■ The task:
Reproduce the entries in full and exactly. Pictures stay out.

------ Given data

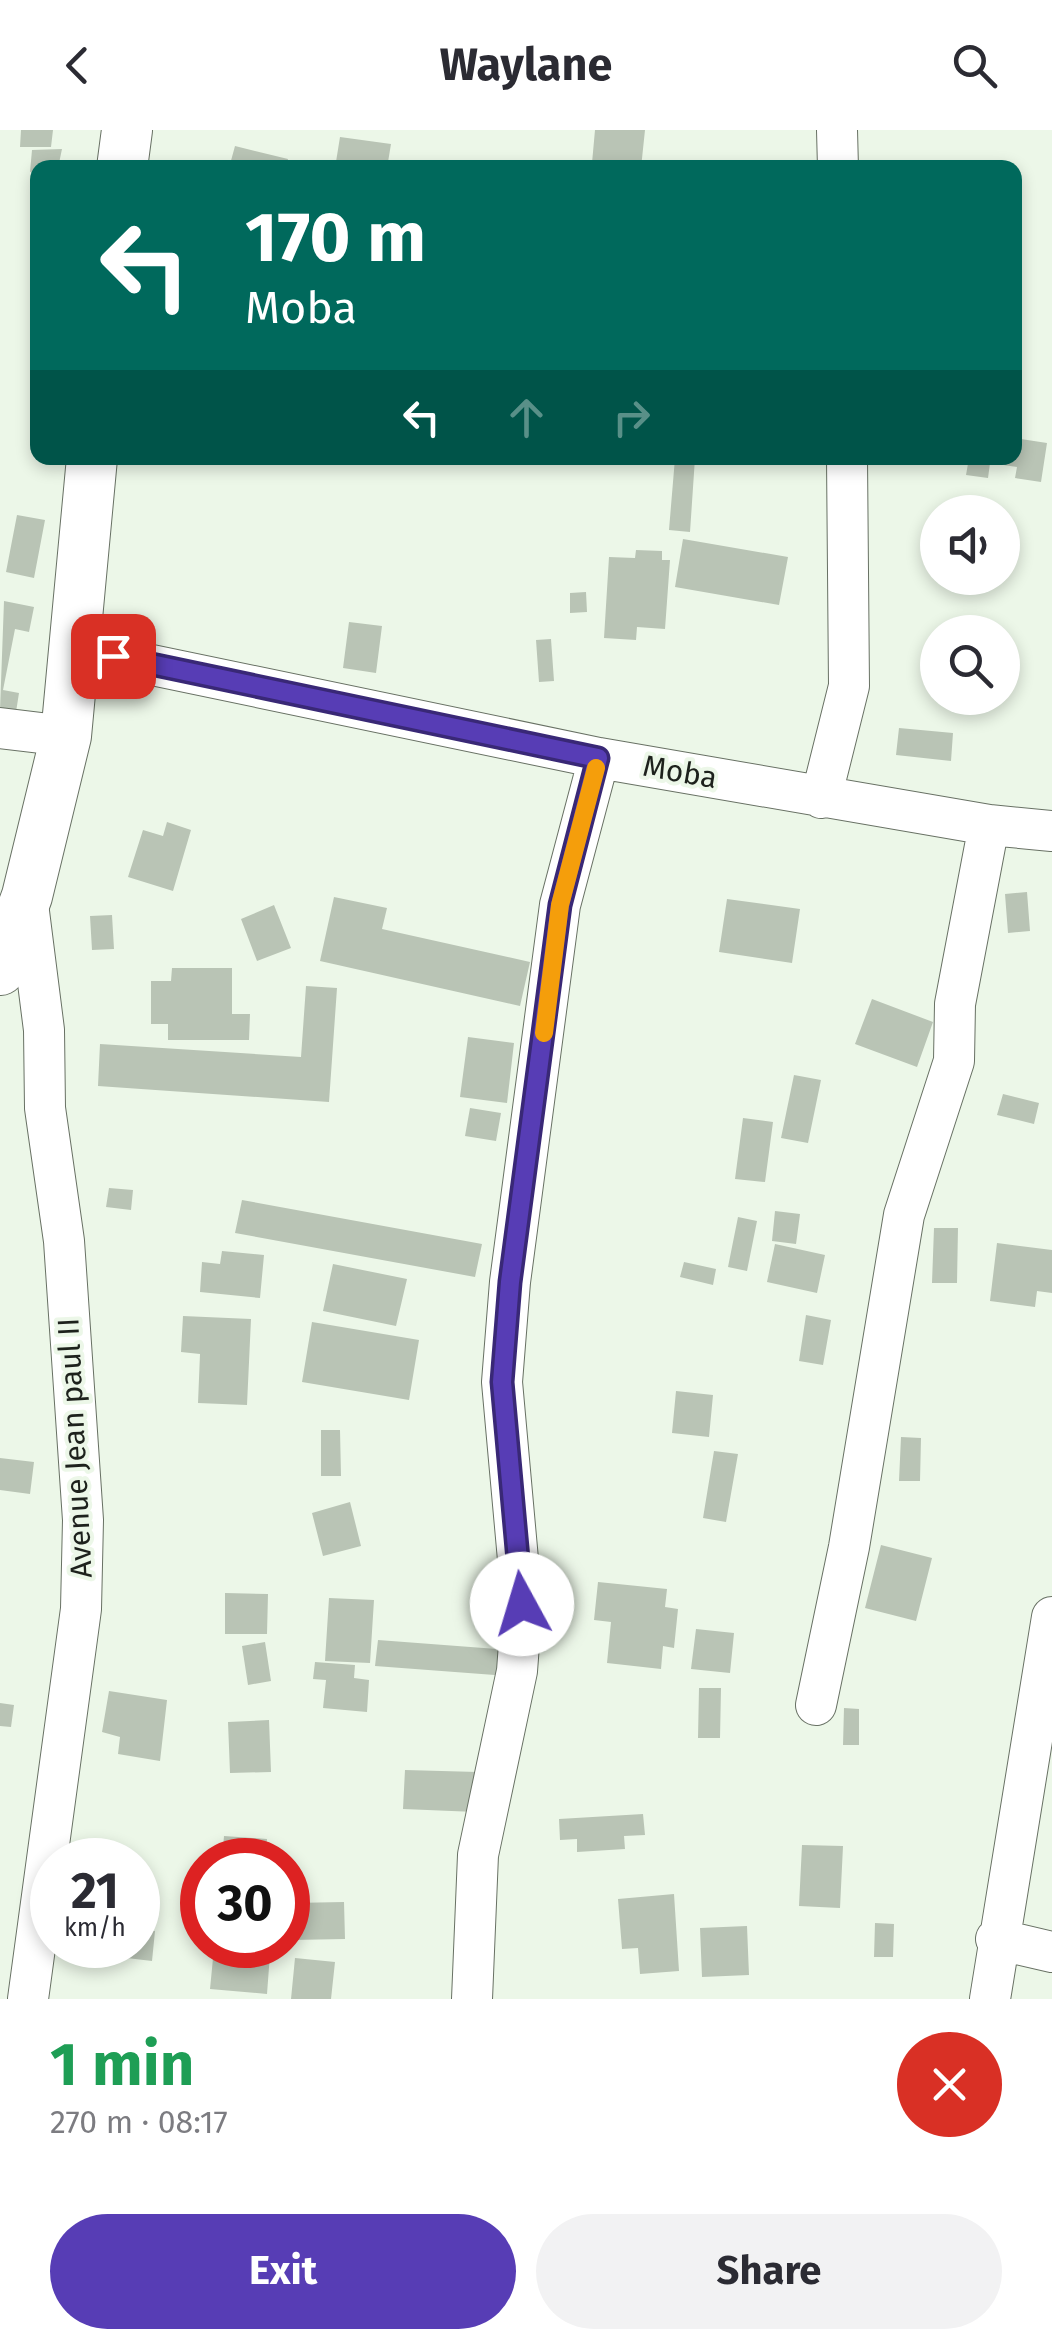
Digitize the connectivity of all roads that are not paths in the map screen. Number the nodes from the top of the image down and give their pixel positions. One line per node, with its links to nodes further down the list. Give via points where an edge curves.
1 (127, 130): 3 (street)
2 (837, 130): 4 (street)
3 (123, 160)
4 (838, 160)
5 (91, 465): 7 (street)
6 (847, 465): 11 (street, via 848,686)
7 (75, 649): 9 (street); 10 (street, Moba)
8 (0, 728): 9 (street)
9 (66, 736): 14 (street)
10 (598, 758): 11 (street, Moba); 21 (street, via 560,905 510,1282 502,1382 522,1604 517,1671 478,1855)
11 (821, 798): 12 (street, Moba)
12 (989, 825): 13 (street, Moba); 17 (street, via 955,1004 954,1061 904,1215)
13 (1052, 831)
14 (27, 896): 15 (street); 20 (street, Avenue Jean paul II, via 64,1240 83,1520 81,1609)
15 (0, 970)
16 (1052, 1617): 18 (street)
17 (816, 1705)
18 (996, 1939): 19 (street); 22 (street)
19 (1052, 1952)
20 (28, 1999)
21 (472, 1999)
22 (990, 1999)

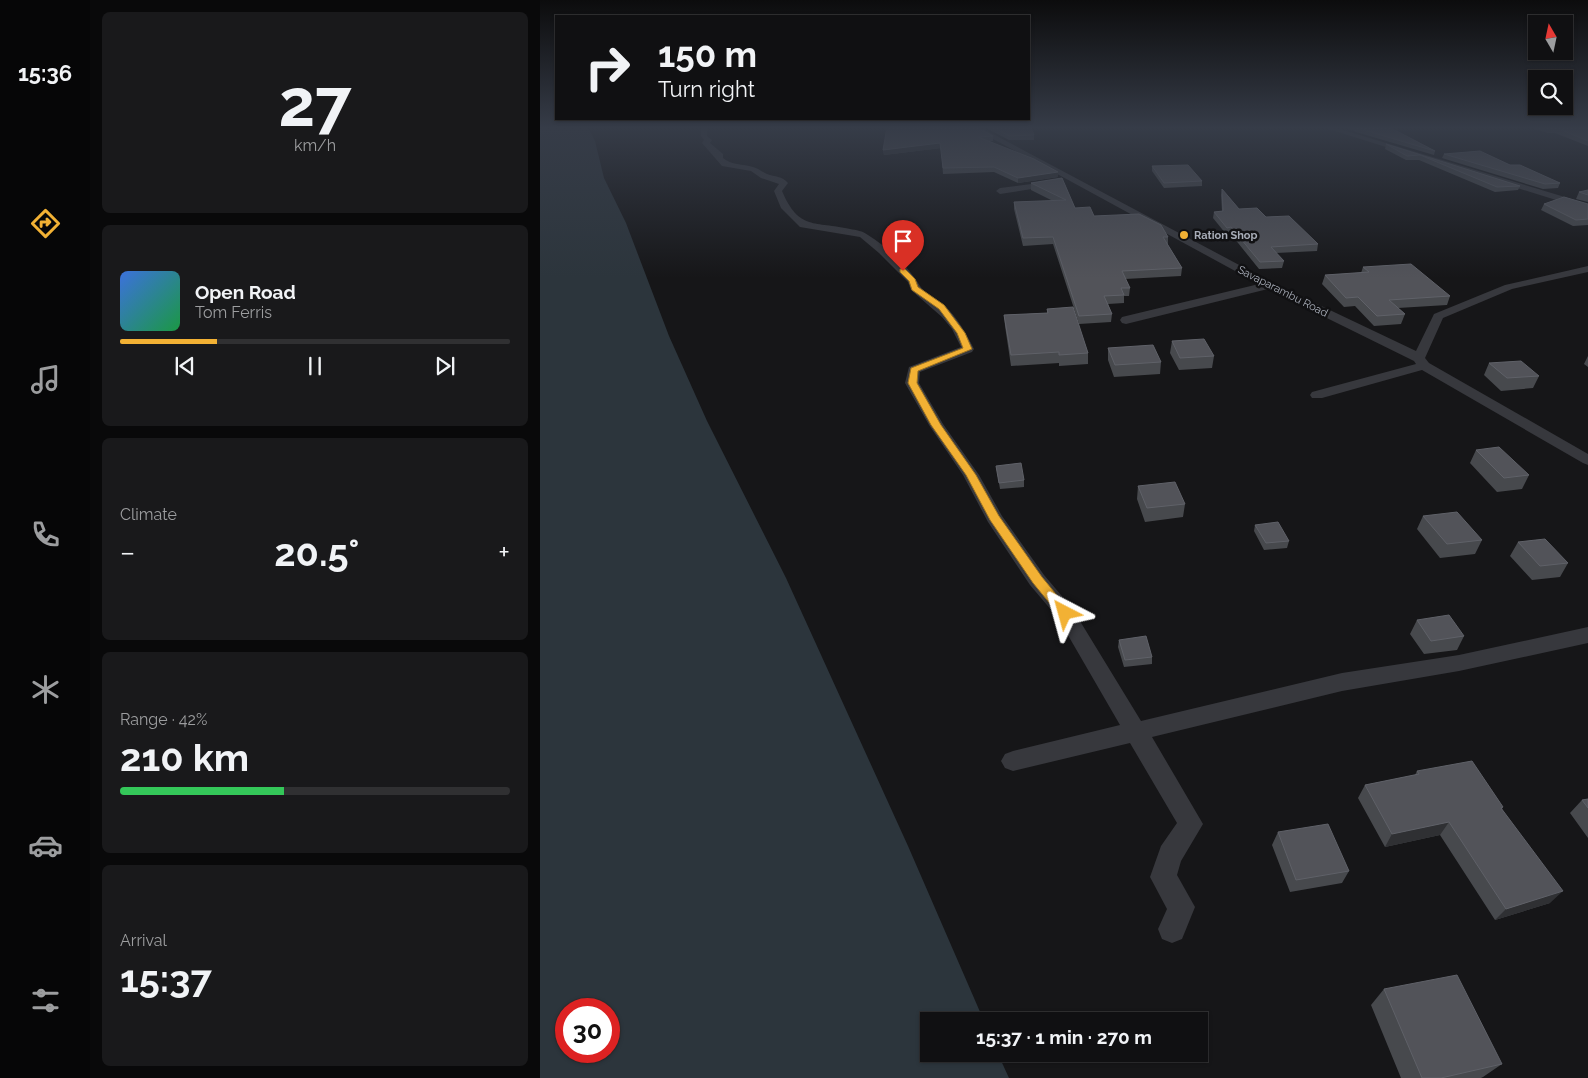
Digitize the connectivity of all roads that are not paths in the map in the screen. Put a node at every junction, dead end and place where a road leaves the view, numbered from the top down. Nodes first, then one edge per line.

------------

■ Finished exercise:
Digitize the connectivity of all roads that are not paths in the map screen. Number the nodes from the top of the image down and give their pixel positions. One line per node, with its links to nodes further down the list. Give via points where an edge curves.
1 (127, 130): 3 (street)
2 (837, 130): 4 (street)
3 (123, 160)
4 (838, 160)
5 (91, 465): 7 (street)
6 (847, 465): 11 (street, via 848,686)
7 (75, 649): 9 (street); 10 (street, Moba)
8 (0, 728): 9 (street)
9 (66, 736): 14 (street)
10 (598, 758): 11 (street, Moba); 21 (street, via 560,905 510,1282 502,1382 522,1604 517,1671 478,1855)
11 (821, 798): 12 (street, Moba)
12 (989, 825): 13 (street, Moba); 17 (street, via 955,1004 954,1061 904,1215)
13 (1052, 831)
14 (27, 896): 15 (street); 20 (street, Avenue Jean paul II, via 64,1240 83,1520 81,1609)
15 (0, 970)
16 (1052, 1617): 18 (street)
17 (816, 1705)
18 (996, 1939): 19 (street); 22 (street)
19 (1052, 1952)
20 (28, 1999)
21 (472, 1999)
22 (990, 1999)

Digitize the connectivity of all roads that are not paths in the map in the screen. Put a node at every junction, dead end and place where a road leaves the view, numbered from the top down. Nodes first, then one edge per line.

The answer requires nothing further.